SVM(Support Vector Machine)

Margin

1

从margin引入,优化理论告诉我们如果我们能找到更大的margin,那么理论上分类器表现就会更好,SVM简单来说就是通过不断迭代找到更好margin的算法。

2

上图H1,H2,H3三个分类器,由margin可以看出来冥想H3更好(这也符合人的一般直觉)。

Linear Seperatable SVM

首先考虑所有sample本身线性可分。

Problem Definition

对于线性分类器的超平面为:\(X^TW+b=0\)。We define those with \(X^TW+b>1\) is labeled +1, which means geometrically the left-top part of the line is labeled positive.

2

So we can see that \(margin = \frac{2}{||W||}\). We want to maximum margin which is same with \(min||W||^2\).

[primal problem]

The whole problem can be written as :

\(min||W||^2, \ st. y_i(X_i^TW+b)>=1\).

How to find W, b

If all the data is linear seperatable, those points that determine margin are called support vectors. For support vectors we have: \(y_i(X_i^TW+b)=1\). For other points, they have no influence on this algorithm so that this algorithm is called SVM.

NonLinear Seperatable SVM

Since the data is not linear speratable itself, we allow SVM has some mistakes--soft margin.

hinge loss

We will modify our objective function by adding hinge loss

(\(l_{hinge}=max(0,1-z), z=y_i(X_i^TW+b)\)).

Objective function: \(min \ ||W||^2+C\Sigma l_{hinge}\). C is hyper-parameter. If C->0, the model allows any mistakes--easily undercutting; if C->∞, the model is same with Linear Speratable SVM--easily overfitting.

[primal problem]

The whole problem can be written as:

\(min||W||^2+C\Sigma_i\xi_i, \ st.y_i(X_i^TW+b)>=1-\xi_i,\xi>=0\).

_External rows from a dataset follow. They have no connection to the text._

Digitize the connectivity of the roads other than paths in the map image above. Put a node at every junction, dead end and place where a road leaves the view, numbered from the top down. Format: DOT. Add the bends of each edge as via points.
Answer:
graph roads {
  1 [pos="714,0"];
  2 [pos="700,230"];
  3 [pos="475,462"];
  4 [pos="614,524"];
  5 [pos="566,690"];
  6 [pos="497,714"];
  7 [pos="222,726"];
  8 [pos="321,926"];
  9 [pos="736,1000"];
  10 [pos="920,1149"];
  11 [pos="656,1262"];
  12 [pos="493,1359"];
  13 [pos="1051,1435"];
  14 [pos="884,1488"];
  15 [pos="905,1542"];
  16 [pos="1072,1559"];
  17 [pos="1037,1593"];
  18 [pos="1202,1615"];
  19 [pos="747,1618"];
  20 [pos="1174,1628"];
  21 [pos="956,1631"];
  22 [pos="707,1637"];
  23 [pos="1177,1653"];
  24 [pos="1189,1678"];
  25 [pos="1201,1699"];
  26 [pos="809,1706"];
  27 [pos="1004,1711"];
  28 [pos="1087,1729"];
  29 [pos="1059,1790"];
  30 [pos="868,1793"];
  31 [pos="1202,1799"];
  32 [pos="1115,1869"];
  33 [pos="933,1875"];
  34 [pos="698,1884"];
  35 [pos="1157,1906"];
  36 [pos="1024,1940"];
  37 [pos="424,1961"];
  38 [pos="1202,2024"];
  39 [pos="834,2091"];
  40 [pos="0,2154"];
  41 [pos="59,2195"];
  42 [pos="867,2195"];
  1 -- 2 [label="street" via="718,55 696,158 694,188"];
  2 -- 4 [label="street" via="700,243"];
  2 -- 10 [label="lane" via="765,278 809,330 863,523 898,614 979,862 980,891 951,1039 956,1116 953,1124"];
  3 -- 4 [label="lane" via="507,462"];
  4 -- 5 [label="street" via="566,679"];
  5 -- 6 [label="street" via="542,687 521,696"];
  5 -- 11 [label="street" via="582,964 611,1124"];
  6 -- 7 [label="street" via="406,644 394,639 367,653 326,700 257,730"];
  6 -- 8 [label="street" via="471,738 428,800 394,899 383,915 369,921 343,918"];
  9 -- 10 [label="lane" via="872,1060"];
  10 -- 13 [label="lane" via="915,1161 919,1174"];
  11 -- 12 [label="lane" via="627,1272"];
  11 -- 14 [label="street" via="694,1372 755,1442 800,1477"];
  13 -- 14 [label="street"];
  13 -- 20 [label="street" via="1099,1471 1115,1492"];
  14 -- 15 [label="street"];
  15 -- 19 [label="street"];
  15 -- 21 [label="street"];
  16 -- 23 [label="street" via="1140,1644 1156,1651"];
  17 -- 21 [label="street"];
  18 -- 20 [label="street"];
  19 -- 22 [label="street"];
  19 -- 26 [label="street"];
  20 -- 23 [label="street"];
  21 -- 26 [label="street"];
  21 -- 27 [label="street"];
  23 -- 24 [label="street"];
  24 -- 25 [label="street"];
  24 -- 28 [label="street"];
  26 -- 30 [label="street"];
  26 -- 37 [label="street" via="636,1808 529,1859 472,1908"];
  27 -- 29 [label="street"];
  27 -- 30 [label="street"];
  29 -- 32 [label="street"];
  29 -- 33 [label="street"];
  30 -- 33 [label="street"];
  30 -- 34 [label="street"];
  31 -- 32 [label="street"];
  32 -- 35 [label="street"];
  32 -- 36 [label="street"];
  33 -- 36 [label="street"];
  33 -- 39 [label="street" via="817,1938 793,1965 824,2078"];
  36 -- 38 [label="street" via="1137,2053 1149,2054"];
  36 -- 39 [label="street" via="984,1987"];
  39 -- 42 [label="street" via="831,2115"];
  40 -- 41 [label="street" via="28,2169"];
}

What if the sample is totally nonlinear seperatable?

Kernel

Introduce Lagranginan function and we get dual form of primal problem:

\(min_{\alpha}\Sigma_i^n\Sigma_j^n\alpha_i\alpha_jy_iy_j(X_i\cdot X_j)-\Sigma_i^n\alpha_i. \ st. \Sigma_i^n\alpha_iy_i=0, \ 0\leq\alpha_i<C\).

We can choose proper kernel \(K\) to replace \((X_i\cdot X_j)\).